§ **Problem**:
A single number is expected: the count of lines in the entries below that contain "Buganvilla".

§ **Supplied records**:
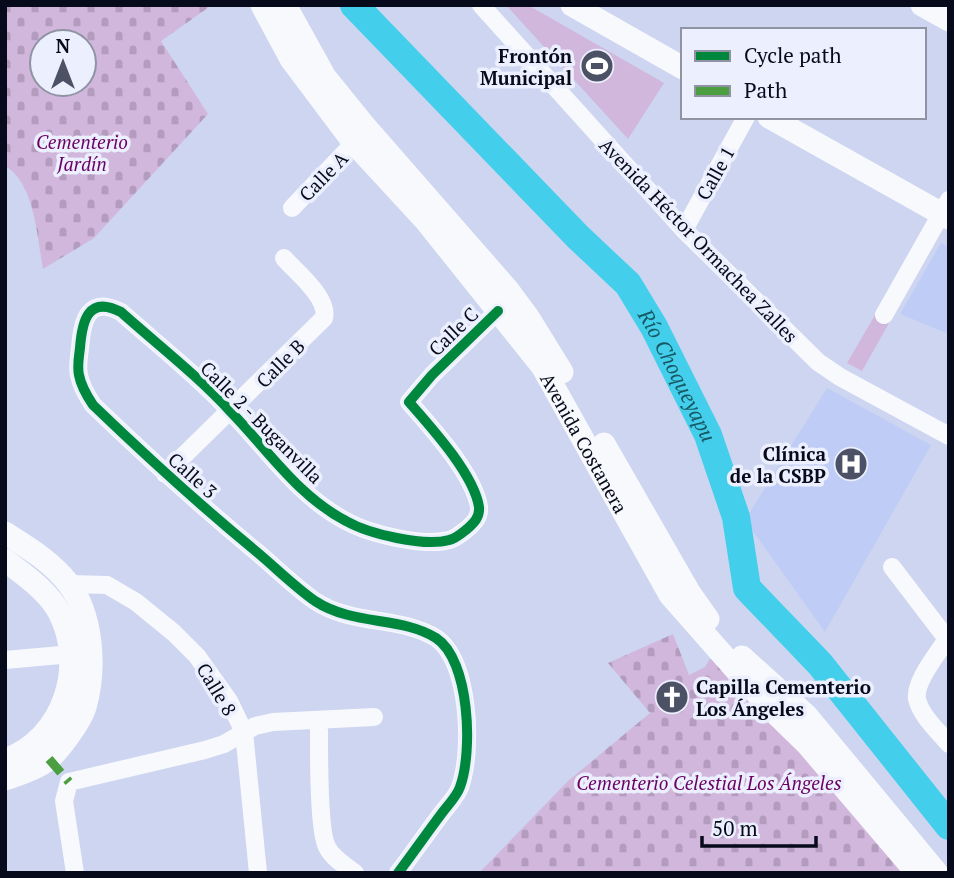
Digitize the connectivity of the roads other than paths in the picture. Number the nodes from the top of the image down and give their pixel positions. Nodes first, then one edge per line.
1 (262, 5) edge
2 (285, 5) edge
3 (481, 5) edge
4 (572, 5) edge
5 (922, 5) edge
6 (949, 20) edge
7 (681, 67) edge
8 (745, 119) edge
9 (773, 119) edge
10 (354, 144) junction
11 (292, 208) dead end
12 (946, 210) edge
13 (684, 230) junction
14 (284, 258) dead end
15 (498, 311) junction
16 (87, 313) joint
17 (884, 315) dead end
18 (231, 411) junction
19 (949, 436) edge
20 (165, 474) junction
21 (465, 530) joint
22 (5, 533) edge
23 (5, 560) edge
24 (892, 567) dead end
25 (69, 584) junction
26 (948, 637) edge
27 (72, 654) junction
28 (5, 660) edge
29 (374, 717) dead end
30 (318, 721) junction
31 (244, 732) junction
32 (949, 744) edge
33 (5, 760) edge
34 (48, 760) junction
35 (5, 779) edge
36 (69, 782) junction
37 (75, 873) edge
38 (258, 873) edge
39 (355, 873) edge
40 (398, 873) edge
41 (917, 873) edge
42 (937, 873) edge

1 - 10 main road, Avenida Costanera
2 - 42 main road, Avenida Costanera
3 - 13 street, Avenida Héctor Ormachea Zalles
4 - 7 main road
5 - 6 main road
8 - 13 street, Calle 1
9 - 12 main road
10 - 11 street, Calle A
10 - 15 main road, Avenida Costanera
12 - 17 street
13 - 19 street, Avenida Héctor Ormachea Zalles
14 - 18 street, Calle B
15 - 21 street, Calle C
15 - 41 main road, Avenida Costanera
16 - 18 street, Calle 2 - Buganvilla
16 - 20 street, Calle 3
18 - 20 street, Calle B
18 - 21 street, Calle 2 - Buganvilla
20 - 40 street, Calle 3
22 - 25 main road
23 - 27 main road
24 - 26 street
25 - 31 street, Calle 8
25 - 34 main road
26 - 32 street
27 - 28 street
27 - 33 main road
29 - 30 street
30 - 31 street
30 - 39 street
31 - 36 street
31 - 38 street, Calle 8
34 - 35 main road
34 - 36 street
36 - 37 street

==

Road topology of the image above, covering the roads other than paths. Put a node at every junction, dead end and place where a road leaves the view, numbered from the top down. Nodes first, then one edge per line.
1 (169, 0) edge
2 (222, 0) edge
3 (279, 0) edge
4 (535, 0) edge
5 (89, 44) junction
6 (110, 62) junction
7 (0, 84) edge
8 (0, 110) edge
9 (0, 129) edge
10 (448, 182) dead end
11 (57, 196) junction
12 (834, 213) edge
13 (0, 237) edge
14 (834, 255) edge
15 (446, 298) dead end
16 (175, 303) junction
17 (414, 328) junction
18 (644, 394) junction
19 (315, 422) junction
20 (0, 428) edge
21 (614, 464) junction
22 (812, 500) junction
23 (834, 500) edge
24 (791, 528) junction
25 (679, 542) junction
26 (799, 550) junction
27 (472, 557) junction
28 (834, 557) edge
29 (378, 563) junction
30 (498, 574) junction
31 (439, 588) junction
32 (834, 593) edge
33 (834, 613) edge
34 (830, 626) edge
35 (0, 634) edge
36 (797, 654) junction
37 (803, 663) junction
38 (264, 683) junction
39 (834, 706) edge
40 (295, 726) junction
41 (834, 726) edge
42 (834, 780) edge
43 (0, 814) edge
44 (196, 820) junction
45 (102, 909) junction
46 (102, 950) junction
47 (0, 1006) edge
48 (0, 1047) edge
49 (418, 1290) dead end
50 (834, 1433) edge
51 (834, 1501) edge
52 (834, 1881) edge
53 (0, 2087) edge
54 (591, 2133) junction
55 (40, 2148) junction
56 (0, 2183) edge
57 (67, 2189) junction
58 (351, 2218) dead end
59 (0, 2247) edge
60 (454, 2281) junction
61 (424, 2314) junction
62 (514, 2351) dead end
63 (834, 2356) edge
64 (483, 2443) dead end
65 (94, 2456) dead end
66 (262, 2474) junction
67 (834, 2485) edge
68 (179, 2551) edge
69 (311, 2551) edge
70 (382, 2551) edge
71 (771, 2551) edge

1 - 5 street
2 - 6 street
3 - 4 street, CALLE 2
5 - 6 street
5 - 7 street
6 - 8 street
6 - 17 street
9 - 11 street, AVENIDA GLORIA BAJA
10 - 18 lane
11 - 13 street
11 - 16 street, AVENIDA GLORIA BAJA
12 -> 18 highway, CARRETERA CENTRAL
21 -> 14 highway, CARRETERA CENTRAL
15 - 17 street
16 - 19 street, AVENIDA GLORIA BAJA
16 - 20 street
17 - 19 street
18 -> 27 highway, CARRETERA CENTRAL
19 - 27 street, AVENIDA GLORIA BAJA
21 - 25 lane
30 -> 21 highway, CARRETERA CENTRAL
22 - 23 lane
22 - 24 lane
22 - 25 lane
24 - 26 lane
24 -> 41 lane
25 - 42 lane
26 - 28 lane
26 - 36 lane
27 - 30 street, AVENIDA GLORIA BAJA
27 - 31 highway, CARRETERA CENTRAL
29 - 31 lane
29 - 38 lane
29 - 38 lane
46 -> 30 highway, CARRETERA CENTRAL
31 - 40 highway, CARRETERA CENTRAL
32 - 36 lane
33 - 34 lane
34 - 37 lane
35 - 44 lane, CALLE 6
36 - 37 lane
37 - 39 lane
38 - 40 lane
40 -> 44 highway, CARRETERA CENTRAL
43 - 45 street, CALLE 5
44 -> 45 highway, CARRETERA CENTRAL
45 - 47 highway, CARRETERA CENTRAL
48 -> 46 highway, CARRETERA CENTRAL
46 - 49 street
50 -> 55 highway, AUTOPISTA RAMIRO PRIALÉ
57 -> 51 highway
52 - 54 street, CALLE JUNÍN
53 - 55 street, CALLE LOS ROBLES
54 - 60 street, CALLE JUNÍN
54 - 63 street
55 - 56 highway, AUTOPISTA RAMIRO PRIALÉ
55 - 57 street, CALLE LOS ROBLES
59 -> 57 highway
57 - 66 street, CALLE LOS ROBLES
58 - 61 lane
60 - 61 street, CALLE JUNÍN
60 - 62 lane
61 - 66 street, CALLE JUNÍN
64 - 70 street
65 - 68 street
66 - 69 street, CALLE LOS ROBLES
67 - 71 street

§ **Worked solution**:
2